Given that cost estimates for the NBN - the largest public infrastructure investment since the Snowy Mountains Scheme - range anywhere from $8 to $25 billion, the potential for consumers to be slugged a higher access price for a service comparable to today's offerings, so that the Commonwealth and the builder can earn a return on their investment, is a distinct possibility.
Shadow communications minister Bruce Billson said that the Rudd government will continue to struggle to turn its election sound bites into sound public policy while it fails to clearly identify the exact problem it is aiming to solve with the NBN.
He said the Howard government's approach to OPEL and regulatory certainty had aimed to make affordable broadband at 12Mbps available to 99 percent of Australians by mid-2009.
"In terms of speed, network scalability is crucial given the long run of any next generation network and evolving data needs: ISPs, call centres, educational institutions, data warehousing and image processing businesses are already concerned that their requirements will exceed the 12Mbs benchmark well before the Rudd Labor Government's plan even makes a start, let alone finishes, which could be 2013 or beyond," Billson told Computerworld.
"In many metropolitan areas, current networks already offer broadband performance exceeding Labor's 12Mbs benchmark and broadband users would be expecting much more for the nearly $5 billion of taxpayer money Labor wants to spend on its behalf."

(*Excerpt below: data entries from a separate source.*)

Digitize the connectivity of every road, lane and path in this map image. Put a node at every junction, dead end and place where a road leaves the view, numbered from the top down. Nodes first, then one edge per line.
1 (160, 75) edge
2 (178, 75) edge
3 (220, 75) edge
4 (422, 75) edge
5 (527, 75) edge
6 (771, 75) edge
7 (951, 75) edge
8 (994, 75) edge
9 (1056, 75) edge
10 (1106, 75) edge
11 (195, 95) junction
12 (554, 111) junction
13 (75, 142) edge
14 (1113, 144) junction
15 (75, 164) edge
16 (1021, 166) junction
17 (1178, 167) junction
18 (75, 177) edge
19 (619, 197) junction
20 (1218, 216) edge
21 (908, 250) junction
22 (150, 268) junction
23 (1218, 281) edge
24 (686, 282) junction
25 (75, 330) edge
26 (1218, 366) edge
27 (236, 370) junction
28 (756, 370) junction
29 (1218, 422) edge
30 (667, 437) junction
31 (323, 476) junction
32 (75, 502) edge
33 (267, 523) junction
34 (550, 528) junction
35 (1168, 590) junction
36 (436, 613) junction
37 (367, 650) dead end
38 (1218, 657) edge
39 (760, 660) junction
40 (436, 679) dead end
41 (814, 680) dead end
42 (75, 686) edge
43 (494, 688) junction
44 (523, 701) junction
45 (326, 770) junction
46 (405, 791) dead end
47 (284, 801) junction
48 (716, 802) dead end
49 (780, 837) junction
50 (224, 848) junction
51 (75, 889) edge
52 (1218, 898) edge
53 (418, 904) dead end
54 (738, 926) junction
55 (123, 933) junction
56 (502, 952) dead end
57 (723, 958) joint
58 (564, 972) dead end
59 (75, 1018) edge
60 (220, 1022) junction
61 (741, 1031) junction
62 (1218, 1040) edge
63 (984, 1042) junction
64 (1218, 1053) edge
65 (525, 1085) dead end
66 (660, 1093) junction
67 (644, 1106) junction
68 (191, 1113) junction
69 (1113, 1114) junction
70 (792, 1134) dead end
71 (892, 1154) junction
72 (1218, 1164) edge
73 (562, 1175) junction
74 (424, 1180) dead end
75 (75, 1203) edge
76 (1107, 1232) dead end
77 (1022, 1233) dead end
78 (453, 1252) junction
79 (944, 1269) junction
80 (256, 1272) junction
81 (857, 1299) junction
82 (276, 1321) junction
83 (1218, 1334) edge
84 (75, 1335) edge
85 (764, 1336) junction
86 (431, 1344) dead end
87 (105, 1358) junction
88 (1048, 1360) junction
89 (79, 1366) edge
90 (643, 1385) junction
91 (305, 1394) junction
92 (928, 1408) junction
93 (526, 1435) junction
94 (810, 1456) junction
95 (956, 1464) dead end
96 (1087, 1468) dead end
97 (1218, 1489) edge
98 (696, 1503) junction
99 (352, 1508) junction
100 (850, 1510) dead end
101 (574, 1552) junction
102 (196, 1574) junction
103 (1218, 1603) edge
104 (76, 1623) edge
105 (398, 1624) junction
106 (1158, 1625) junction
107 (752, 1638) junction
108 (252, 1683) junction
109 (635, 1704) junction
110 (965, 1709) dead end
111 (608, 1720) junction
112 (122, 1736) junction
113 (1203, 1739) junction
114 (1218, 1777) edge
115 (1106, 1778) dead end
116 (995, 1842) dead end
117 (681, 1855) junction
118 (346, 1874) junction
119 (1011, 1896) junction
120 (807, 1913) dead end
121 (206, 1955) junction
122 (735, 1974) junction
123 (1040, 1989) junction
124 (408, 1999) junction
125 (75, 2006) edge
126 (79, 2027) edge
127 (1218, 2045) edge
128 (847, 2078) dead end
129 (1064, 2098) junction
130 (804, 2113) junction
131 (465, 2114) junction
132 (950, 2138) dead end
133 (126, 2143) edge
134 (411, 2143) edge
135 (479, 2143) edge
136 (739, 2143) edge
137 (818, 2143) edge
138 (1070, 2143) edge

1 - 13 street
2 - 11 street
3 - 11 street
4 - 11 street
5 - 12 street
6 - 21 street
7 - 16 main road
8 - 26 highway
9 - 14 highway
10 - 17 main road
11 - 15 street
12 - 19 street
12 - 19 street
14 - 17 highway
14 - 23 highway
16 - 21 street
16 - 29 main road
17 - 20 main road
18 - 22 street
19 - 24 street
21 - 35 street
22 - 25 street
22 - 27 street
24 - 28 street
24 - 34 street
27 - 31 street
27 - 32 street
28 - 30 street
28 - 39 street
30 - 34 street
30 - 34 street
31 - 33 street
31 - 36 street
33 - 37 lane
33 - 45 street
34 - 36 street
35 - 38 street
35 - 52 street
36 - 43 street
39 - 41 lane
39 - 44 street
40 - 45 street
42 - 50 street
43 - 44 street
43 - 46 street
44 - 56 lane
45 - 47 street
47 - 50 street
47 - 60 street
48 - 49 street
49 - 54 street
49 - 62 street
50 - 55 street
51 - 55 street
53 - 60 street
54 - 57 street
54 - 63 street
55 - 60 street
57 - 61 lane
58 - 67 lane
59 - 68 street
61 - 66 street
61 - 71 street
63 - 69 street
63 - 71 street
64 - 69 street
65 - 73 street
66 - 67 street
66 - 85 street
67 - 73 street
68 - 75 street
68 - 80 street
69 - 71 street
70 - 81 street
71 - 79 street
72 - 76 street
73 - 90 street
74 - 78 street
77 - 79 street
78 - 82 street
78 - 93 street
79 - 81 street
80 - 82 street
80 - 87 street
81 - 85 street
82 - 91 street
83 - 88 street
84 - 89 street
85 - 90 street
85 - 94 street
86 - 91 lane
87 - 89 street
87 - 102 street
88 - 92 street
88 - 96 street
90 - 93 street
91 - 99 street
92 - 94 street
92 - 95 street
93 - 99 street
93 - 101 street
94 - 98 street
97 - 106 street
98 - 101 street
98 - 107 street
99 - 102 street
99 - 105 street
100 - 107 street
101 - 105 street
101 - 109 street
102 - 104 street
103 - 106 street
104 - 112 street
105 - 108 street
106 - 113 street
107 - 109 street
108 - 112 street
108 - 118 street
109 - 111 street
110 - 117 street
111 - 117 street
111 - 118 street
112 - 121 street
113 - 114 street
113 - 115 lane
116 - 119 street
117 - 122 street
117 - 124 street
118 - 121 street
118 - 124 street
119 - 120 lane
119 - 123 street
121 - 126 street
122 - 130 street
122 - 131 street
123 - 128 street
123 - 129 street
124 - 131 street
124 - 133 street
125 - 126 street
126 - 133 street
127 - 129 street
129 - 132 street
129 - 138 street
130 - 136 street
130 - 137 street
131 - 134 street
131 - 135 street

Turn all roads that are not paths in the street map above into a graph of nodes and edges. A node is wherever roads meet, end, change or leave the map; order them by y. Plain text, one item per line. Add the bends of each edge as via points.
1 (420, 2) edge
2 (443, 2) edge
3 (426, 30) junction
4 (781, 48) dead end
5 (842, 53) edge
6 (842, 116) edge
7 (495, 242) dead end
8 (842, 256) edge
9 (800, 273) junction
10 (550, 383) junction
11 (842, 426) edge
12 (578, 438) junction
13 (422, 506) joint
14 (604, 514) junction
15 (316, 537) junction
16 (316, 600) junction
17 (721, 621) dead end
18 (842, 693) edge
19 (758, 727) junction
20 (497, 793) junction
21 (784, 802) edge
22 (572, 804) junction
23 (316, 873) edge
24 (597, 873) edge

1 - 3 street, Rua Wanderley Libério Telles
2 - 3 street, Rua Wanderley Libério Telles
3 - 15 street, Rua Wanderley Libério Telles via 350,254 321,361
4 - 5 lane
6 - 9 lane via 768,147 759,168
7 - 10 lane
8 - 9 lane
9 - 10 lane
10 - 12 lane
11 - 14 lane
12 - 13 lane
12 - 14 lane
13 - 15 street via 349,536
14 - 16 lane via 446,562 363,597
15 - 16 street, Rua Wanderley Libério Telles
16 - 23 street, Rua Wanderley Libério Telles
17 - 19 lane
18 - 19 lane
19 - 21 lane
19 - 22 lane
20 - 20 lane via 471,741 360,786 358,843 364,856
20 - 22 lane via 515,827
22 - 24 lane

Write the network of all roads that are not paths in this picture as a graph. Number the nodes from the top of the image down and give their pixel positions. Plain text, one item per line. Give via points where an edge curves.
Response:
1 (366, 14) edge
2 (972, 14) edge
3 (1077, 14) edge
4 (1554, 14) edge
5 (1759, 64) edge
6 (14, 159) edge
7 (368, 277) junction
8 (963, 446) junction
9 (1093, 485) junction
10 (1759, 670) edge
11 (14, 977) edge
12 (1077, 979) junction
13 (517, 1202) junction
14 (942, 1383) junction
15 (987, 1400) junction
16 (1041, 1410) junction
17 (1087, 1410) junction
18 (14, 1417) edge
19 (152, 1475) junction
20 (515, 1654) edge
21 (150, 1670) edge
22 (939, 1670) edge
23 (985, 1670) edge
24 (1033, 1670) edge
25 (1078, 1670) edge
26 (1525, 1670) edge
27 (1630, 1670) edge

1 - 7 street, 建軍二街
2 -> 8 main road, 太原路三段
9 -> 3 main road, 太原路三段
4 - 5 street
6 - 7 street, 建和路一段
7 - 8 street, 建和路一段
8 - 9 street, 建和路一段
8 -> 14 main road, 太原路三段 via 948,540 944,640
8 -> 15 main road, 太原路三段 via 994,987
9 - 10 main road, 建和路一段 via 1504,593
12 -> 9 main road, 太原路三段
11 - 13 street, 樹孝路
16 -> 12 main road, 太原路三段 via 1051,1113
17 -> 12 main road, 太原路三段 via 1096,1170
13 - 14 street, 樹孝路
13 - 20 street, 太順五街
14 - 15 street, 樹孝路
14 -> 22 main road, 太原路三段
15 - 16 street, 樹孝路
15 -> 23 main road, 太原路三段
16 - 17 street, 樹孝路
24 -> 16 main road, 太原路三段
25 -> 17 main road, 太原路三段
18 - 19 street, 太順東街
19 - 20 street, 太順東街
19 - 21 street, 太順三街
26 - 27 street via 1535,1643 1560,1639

Telco analyst Paul Budde, of BuddeComm, says Australia should focus on keeping pace with OECD countries, rather than achieving specific speeds that aren't future proof.
"I've just returned from discussions with the EU and their target for 2010 to 2015 is between 20 to 50Mbps and we haven't even started building a 12Mbps network. It could take five or six years before we have that and by that time the rest of the world is already well above 50Mbps," Budde said.
The Arthur D. Little study cited in the OECD report does not take into account the growing use Peer-to-Peer downloading might have, and as an average household calculation, the 50Mbps figure does not include users that would require more than that figure.
Peer-to-Peer downloading, High-Definition TV, VoIP, online gaming, video conferencing and video calls, unified communications, home security and general surfing and downloading are expected to push the average demand per household to 50Mbps downstream and 8Mbps upstream within three years.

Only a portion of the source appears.